Protein kinase activity required for an early step in interferon-alpha signaling.

Interferon-alpha (IFN alpha) induces an immediate transcriptional response of a restricted set of genes in target cells. Specific transcription is mediated by the cytoplasmic activation of a transcription factor complex termed ISGF3. ISGF3 is a multimeric protein complex composed of a regulatory component (ISGF3 alpha), which is activated following IFN alpha treatment, and a DNA-binding component (ISGF3 gamma), which recognizes the IFN alpha-stimulated response element (ISRE). Following activation, ISGF3 alpha translocates to the nucleus where ISGF3 assembles as a high affinity complex on the ISRE. The biochemical basis for receptor-mediated activation of ISGF3 is unknown.

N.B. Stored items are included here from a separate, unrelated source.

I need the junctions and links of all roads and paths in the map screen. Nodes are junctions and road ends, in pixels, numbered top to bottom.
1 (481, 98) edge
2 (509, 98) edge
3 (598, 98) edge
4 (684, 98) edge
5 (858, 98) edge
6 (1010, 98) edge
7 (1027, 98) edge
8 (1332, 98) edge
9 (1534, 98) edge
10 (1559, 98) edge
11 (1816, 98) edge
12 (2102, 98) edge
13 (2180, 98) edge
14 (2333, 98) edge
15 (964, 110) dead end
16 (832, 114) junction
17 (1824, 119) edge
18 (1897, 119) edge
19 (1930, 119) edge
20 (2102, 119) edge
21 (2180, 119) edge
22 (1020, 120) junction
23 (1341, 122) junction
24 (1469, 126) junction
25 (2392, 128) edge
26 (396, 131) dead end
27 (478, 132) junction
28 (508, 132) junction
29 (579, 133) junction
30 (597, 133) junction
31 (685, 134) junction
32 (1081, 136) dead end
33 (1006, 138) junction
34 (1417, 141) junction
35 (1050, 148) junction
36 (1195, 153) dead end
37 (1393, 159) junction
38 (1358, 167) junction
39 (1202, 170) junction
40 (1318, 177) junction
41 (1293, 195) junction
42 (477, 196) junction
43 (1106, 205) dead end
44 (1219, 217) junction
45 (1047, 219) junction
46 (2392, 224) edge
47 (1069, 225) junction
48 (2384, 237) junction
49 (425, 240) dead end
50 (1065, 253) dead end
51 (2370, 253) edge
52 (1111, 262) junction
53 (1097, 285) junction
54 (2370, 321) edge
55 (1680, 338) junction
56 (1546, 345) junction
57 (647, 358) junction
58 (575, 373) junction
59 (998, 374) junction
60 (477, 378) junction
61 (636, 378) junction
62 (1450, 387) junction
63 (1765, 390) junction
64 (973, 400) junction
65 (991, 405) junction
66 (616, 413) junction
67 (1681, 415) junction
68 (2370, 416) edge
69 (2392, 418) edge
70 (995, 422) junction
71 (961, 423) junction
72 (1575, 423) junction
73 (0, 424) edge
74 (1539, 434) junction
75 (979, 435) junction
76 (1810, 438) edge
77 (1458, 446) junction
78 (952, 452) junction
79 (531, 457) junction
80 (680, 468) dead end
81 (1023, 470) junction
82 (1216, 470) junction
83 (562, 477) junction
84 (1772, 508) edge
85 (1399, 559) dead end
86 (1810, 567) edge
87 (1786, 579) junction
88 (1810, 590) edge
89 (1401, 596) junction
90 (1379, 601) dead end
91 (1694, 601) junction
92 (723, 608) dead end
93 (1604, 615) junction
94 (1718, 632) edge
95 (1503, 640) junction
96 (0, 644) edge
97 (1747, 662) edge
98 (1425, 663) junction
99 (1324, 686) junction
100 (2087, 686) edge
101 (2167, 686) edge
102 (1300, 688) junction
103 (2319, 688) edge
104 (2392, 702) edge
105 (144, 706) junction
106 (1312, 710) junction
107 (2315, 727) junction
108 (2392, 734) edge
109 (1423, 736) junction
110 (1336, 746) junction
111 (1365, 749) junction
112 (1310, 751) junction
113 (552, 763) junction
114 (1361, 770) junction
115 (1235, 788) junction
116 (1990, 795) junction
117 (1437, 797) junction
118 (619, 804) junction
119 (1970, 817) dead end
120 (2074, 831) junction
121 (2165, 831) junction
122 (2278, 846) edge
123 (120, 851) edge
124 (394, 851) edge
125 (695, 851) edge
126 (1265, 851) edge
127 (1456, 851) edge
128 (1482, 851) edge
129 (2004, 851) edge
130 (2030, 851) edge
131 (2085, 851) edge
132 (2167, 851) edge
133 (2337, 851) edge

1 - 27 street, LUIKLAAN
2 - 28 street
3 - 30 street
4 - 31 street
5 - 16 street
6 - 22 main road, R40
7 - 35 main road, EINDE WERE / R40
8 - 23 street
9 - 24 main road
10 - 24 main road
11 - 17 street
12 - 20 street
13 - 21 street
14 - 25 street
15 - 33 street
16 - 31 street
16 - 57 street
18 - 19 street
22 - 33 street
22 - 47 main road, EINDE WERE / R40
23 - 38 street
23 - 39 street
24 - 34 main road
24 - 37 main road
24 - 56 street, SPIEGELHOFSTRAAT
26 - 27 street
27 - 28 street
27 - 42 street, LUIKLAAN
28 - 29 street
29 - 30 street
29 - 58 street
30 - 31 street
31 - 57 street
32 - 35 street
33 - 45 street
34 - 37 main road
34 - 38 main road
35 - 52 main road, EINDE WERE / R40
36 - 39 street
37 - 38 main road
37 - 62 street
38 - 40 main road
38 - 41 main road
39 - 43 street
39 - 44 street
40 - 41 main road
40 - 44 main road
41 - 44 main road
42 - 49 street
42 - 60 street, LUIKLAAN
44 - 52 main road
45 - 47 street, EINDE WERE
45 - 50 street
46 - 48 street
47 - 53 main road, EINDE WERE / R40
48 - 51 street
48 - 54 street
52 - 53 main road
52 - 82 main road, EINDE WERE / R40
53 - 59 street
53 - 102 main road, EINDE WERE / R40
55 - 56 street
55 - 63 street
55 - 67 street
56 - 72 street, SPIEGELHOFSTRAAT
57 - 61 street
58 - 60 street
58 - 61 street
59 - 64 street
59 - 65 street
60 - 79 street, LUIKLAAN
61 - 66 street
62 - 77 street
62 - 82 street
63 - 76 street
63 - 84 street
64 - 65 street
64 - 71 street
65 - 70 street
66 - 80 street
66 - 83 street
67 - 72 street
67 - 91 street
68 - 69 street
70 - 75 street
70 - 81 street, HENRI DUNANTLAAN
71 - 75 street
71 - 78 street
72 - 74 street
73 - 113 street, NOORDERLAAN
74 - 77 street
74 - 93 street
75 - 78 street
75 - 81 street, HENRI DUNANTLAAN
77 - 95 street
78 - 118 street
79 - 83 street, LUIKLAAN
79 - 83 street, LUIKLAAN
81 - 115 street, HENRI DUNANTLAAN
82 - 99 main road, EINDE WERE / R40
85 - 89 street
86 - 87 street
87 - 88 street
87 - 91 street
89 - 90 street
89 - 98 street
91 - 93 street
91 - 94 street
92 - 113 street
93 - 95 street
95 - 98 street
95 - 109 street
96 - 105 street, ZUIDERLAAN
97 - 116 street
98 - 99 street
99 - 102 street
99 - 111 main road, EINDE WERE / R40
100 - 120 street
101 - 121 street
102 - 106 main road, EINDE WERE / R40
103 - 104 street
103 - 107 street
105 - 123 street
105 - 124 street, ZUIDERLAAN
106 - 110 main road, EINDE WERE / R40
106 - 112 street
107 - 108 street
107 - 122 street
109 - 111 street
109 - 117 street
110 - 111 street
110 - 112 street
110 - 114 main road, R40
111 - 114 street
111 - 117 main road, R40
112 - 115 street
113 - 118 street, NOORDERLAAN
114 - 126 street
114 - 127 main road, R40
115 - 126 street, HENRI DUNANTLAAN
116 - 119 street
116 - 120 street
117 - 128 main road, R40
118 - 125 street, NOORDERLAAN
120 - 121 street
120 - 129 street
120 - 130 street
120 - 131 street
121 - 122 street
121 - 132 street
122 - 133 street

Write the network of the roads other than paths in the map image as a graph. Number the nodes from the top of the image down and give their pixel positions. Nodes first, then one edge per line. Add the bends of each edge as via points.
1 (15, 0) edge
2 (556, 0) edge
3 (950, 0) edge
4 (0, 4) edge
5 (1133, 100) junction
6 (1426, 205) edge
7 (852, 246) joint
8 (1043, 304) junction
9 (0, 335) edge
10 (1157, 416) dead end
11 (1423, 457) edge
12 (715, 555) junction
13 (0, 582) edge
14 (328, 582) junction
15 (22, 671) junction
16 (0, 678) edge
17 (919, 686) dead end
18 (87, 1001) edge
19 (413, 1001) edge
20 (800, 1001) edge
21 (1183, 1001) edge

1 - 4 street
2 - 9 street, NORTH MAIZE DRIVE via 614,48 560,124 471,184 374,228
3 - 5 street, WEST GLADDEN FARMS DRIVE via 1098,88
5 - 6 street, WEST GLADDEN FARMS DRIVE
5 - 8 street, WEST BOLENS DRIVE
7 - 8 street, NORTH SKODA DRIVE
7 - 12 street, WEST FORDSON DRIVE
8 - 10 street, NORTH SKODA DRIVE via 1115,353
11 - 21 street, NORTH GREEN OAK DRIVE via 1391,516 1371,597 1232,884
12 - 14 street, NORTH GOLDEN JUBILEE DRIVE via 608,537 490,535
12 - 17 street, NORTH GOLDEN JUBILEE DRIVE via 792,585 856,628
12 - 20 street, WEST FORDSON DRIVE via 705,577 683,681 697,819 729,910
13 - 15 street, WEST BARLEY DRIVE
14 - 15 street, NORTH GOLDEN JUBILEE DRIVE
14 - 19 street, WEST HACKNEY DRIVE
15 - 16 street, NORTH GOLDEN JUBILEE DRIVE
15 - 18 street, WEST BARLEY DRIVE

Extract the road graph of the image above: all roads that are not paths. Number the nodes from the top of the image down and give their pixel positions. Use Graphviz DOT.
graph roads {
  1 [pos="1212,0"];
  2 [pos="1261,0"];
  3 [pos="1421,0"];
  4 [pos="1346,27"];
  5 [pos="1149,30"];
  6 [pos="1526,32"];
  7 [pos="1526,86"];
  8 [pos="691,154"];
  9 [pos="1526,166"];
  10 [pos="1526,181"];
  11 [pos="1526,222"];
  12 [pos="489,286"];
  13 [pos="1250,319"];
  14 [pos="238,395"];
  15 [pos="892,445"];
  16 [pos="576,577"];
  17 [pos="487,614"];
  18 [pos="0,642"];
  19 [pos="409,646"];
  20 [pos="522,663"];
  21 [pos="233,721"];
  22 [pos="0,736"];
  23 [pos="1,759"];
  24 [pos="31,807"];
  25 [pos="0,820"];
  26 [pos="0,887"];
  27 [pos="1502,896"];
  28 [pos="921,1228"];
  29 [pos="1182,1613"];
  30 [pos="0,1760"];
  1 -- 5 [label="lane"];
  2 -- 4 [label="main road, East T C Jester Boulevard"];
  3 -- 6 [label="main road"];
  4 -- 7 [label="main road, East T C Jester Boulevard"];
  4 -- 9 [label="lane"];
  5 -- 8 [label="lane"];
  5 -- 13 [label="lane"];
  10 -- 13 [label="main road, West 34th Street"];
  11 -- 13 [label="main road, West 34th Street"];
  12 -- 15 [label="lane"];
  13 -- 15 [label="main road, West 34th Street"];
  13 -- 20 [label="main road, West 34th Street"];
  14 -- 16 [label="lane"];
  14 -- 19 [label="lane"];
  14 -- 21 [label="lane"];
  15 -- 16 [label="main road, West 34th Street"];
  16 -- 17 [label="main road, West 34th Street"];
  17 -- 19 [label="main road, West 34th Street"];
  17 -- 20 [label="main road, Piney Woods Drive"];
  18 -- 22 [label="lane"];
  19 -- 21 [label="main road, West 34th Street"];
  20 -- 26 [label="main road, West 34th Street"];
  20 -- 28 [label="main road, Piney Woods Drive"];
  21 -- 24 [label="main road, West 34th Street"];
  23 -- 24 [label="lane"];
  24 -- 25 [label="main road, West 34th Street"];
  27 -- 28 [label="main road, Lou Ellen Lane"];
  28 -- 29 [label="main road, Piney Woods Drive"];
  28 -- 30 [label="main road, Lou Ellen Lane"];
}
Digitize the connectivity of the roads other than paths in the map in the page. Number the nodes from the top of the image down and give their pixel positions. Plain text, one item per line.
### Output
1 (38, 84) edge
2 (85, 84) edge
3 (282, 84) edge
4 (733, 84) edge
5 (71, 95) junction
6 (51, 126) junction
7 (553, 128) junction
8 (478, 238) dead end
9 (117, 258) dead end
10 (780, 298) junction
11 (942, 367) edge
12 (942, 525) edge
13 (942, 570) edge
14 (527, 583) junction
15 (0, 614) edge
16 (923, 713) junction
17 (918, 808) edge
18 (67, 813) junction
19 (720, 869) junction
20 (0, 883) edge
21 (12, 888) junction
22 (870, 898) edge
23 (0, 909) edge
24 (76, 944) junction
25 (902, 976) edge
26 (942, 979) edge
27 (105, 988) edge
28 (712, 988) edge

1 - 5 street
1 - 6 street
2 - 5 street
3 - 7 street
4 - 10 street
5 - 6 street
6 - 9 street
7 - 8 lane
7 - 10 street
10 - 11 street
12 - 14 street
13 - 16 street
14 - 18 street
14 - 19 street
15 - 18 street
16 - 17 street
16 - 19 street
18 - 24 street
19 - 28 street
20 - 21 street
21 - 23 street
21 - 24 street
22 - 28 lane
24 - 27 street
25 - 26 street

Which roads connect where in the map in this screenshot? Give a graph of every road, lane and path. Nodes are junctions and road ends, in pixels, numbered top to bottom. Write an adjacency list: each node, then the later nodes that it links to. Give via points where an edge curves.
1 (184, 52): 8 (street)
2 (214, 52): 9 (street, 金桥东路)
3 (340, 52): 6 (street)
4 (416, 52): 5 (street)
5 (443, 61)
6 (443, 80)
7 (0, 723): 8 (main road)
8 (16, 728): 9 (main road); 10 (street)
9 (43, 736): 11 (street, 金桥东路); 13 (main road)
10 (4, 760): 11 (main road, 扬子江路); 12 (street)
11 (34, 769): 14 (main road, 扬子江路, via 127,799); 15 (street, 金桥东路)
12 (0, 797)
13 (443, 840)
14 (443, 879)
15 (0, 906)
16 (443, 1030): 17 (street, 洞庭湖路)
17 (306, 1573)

We report that two potent protein kinase inhibitors, staurosporine and K-252a, ablated the transcriptional response to IFN alpha treatment. These inhibitors prevented the activation of the ISGF3 alpha component without affecting the ISGF3 gamma component, resulting in no accumulation of mature ISGF3 in nuclei of treated cells. Although these agents are potent inhibitors of protein kinase C (PKC), PKC does not mediate ISGF3 alpha activation. Down-regulation of PKC by chronic exposure of cells to 12-O-tetradecanoylphorbol-13-acetate, which led to complete loss of PKC-immunoreactive material, failed to ablate the transcriptional response to IFN alpha or the activation of ISGF3 alpha. The PKC-specific inhibitor calphostin C did not perturb activation or nuclear accumulation of ISGF3. We conclude that a novel, staurosporine/K-252a-sensitive kinase is required for ISGF3 activity and may participate in receptor-mediated signal transduction.